[Structured pose outputs]
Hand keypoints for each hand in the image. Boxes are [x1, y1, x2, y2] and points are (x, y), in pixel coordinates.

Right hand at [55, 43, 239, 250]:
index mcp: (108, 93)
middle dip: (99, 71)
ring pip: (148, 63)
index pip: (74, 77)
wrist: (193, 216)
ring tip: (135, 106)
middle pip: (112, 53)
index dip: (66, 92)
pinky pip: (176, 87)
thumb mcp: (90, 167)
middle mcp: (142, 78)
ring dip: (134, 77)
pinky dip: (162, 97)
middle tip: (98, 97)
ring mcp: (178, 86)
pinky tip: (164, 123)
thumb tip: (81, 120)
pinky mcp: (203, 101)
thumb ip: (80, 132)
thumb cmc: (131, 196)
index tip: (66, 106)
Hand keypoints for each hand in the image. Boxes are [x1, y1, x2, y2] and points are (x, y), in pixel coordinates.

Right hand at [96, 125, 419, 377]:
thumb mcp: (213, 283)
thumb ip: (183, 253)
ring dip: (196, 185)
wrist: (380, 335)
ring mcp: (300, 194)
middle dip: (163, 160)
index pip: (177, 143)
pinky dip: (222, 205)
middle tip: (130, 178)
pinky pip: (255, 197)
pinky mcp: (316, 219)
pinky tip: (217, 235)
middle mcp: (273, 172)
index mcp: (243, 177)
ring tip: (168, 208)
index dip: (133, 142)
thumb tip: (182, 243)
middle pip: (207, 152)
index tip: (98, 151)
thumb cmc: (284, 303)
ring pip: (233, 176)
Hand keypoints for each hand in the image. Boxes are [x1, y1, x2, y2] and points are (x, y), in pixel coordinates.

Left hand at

==

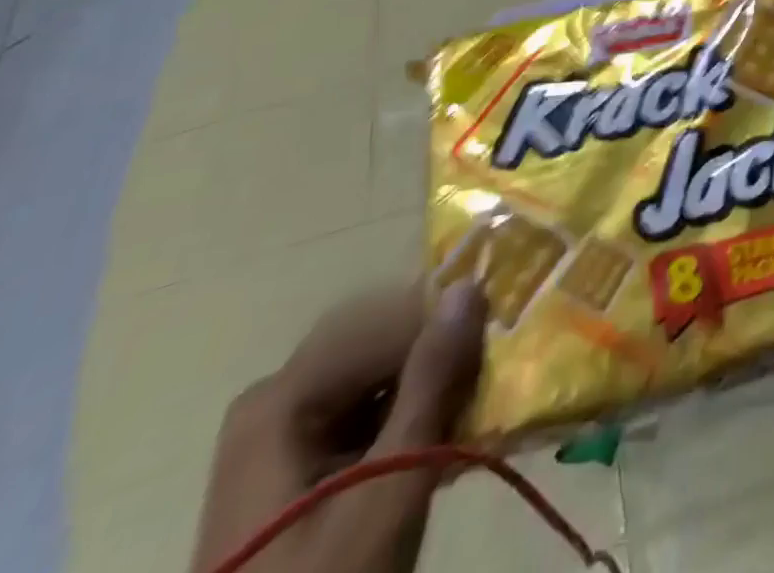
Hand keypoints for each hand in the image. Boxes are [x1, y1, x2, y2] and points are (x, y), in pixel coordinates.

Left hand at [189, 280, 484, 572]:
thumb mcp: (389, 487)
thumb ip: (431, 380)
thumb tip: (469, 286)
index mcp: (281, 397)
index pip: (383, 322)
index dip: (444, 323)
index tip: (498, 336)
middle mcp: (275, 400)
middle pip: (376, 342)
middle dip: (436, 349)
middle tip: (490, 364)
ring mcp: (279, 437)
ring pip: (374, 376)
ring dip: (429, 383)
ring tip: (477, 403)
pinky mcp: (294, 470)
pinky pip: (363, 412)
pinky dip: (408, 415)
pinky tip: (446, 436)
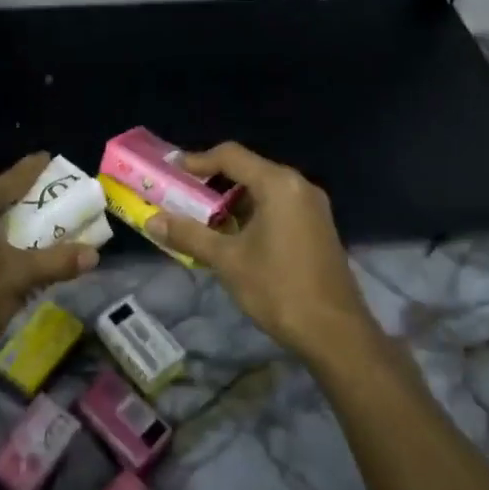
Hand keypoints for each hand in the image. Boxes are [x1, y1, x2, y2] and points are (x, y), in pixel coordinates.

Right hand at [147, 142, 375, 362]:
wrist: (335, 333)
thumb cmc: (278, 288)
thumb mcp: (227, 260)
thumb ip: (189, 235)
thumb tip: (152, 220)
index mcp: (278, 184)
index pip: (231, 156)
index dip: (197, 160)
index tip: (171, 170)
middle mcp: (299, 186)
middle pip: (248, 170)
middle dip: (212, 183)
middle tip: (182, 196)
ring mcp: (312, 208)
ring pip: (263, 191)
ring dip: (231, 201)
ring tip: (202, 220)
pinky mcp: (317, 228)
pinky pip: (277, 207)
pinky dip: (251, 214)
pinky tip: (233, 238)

> _What to work on_
Among the entries above, find the line with "middle pip: (248, 170)" and the line with "pinky tip: (233, 238)"; give again exactly these two lines and all lines between them.

> _Finished task_
middle pip: (248, 170)
middle dip: (212, 183)
middle tip: (182, 196)
ring mcp: (312, 208)
ring pip: (263, 191)
ring dip: (231, 201)
ring tip: (202, 220)
pinky mcp: (317, 228)
pinky pip: (277, 207)
pinky dip: (251, 214)
pinky tip: (233, 238)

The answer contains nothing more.